- _WHAT IS NEEDED_:
Repeat the records word for word, excluding any picture.

- _Stored items from a collection_:
============================================================
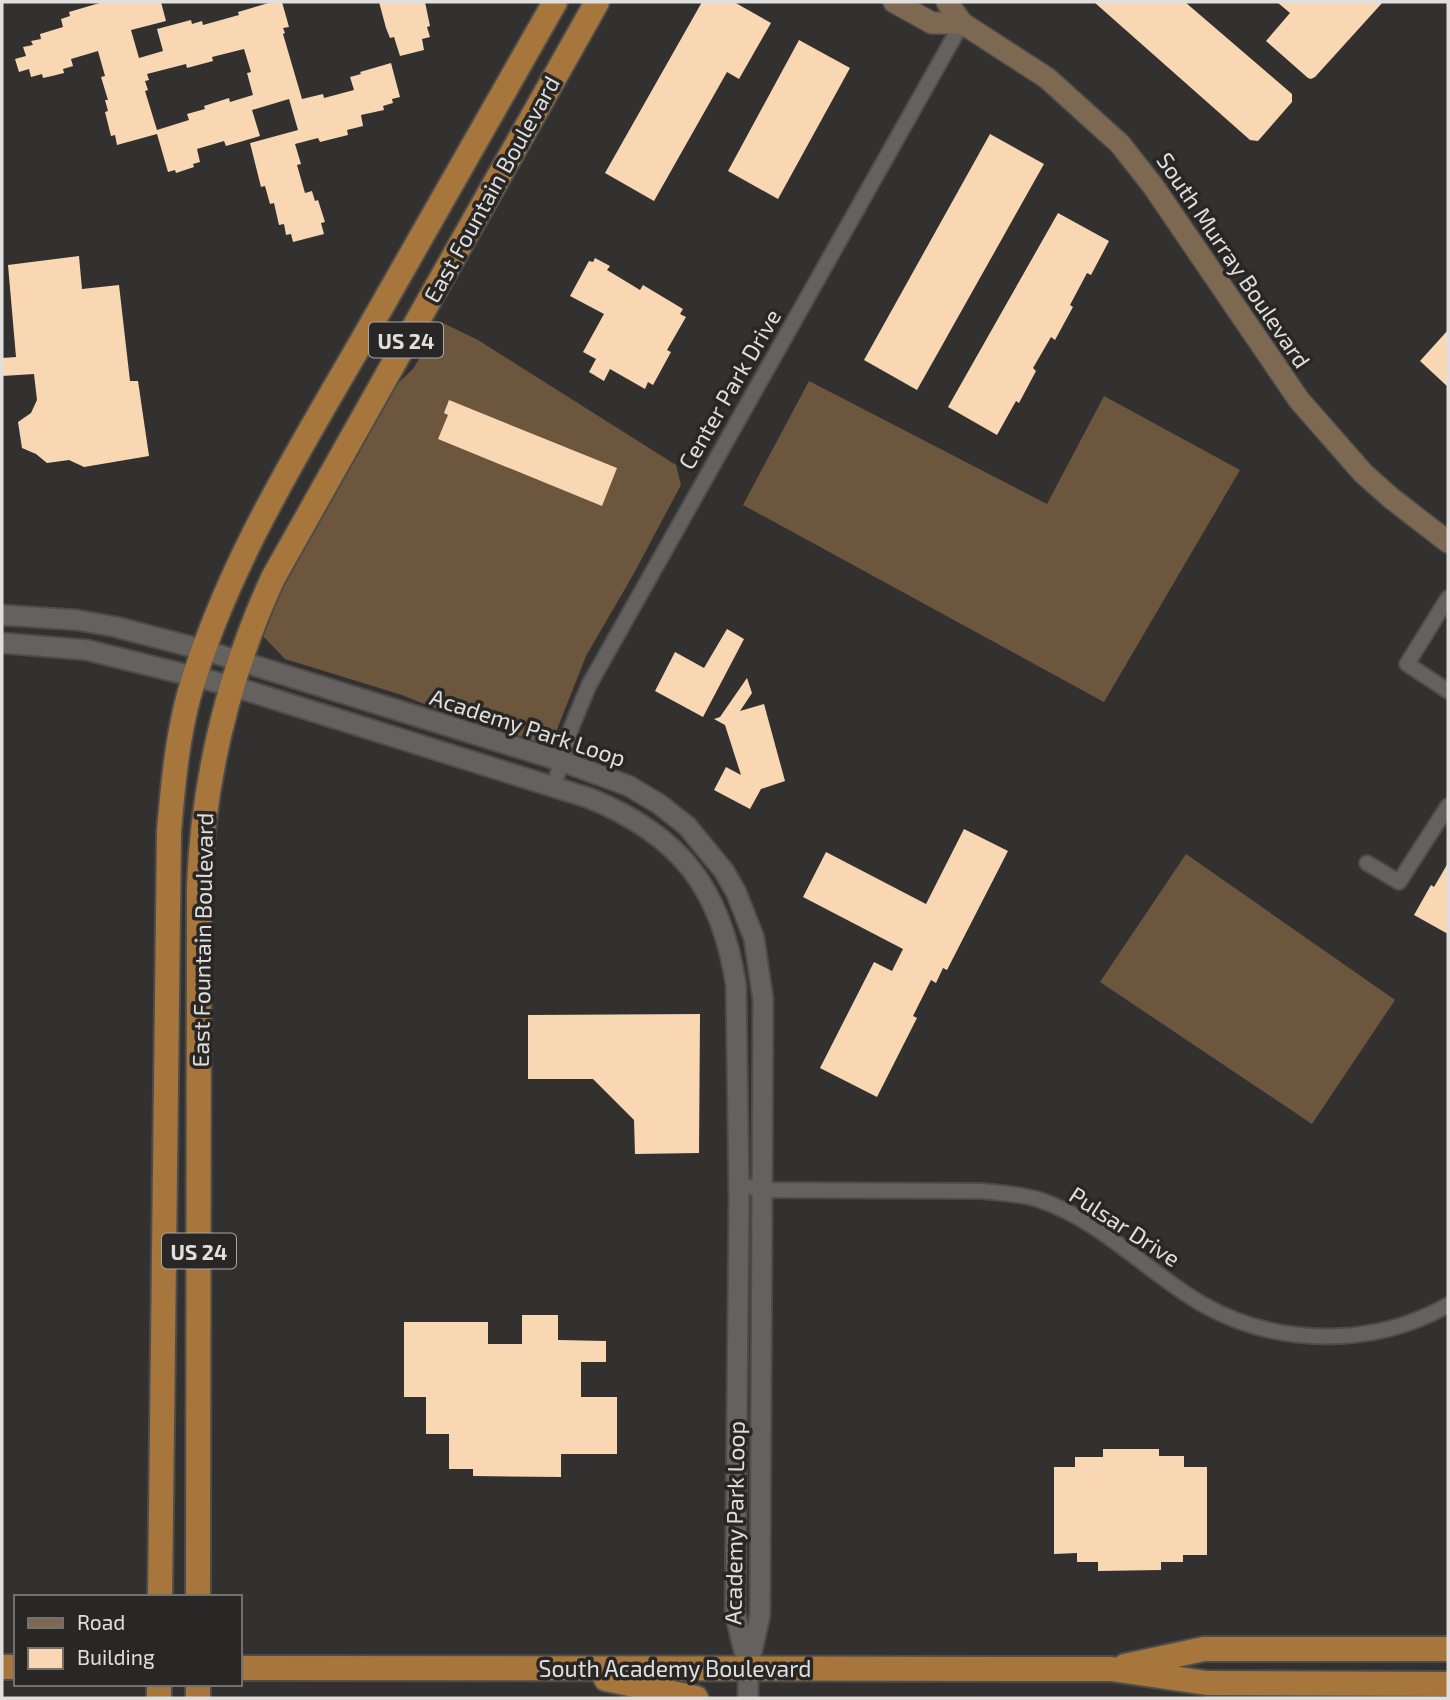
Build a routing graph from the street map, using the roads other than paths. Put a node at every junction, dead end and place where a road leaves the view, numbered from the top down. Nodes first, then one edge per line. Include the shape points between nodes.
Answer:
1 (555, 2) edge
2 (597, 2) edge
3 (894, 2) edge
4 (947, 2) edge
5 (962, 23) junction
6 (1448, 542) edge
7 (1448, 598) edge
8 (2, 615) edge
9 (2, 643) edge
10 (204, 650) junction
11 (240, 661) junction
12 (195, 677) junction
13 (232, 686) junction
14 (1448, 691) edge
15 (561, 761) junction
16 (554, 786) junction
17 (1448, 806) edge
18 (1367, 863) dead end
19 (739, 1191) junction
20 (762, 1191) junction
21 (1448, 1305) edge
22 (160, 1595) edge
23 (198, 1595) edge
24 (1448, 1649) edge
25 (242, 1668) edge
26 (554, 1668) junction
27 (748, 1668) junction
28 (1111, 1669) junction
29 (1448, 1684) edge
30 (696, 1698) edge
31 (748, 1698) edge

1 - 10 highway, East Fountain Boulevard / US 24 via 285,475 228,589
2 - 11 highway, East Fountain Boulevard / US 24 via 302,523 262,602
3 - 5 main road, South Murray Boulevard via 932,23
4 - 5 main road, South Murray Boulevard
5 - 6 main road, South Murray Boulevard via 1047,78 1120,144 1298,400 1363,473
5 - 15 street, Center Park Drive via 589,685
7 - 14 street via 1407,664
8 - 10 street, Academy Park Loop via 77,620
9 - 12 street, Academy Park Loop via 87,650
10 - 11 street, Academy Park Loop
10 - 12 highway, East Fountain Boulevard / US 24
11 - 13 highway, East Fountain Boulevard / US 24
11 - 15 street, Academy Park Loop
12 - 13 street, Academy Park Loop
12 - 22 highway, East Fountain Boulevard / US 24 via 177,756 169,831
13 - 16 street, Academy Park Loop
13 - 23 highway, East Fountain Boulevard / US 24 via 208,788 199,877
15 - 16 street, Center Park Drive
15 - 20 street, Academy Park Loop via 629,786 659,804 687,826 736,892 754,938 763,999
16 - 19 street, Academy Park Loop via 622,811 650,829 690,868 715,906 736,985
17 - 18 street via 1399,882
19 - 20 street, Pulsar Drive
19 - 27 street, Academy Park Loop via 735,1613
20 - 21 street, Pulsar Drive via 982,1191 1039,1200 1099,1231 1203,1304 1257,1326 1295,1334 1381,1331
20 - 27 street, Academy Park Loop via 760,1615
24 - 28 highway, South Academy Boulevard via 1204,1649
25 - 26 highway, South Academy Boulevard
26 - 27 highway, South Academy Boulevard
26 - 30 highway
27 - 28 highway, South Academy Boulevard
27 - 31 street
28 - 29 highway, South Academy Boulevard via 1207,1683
============================================================
- _RESPONSE TO THE TASK_:
Build a routing graph from the street map, using the roads other than paths. Put a node at every junction, dead end and place where a road leaves the view, numbered from the top down. Nodes first, then one edge per line. Include the shape points between nodes.
Answer:
1 (555, 2) edge
2 (597, 2) edge
3 (894, 2) edge
4 (947, 2) edge
5 (962, 23) junction
6 (1448, 542) edge
7 (1448, 598) edge
8 (2, 615) edge
9 (2, 643) edge
10 (204, 650) junction
11 (240, 661) junction
12 (195, 677) junction
13 (232, 686) junction
14 (1448, 691) edge
15 (561, 761) junction
16 (554, 786) junction
17 (1448, 806) edge
18 (1367, 863) dead end
19 (739, 1191) junction
20 (762, 1191) junction
21 (1448, 1305) edge
22 (160, 1595) edge
23 (198, 1595) edge
24 (1448, 1649) edge
25 (242, 1668) edge
26 (554, 1668) junction
27 (748, 1668) junction
28 (1111, 1669) junction
29 (1448, 1684) edge
30 (696, 1698) edge
31 (748, 1698) edge

1 - 10 highway, East Fountain Boulevard / US 24 via 285,475 228,589
2 - 11 highway, East Fountain Boulevard / US 24 via 302,523 262,602
3 - 5 main road, South Murray Boulevard via 932,23
4 - 5 main road, South Murray Boulevard
5 - 6 main road, South Murray Boulevard via 1047,78 1120,144 1298,400 1363,473
5 - 15 street, Center Park Drive via 589,685
7 - 14 street via 1407,664
8 - 10 street, Academy Park Loop via 77,620
9 - 12 street, Academy Park Loop via 87,650
10 - 11 street, Academy Park Loop
10 - 12 highway, East Fountain Boulevard / US 24
11 - 13 highway, East Fountain Boulevard / US 24
11 - 15 street, Academy Park Loop
12 - 13 street, Academy Park Loop
12 - 22 highway, East Fountain Boulevard / US 24 via 177,756 169,831
13 - 16 street, Academy Park Loop
13 - 23 highway, East Fountain Boulevard / US 24 via 208,788 199,877
15 - 16 street, Center Park Drive
15 - 20 street, Academy Park Loop via 629,786 659,804 687,826 736,892 754,938 763,999
16 - 19 street, Academy Park Loop via 622,811 650,829 690,868 715,906 736,985
17 - 18 street via 1399,882
19 - 20 street, Pulsar Drive
19 - 27 street, Academy Park Loop via 735,1613
20 - 21 street, Pulsar Drive via 982,1191 1039,1200 1099,1231 1203,1304 1257,1326 1295,1334 1381,1331
20 - 27 street, Academy Park Loop via 760,1615
24 - 28 highway, South Academy Boulevard via 1204,1649
25 - 26 highway, South Academy Boulevard
26 - 27 highway, South Academy Boulevard
26 - 30 highway
27 - 28 highway, South Academy Boulevard
27 - 31 street
28 - 29 highway, South Academy Boulevard via 1207,1683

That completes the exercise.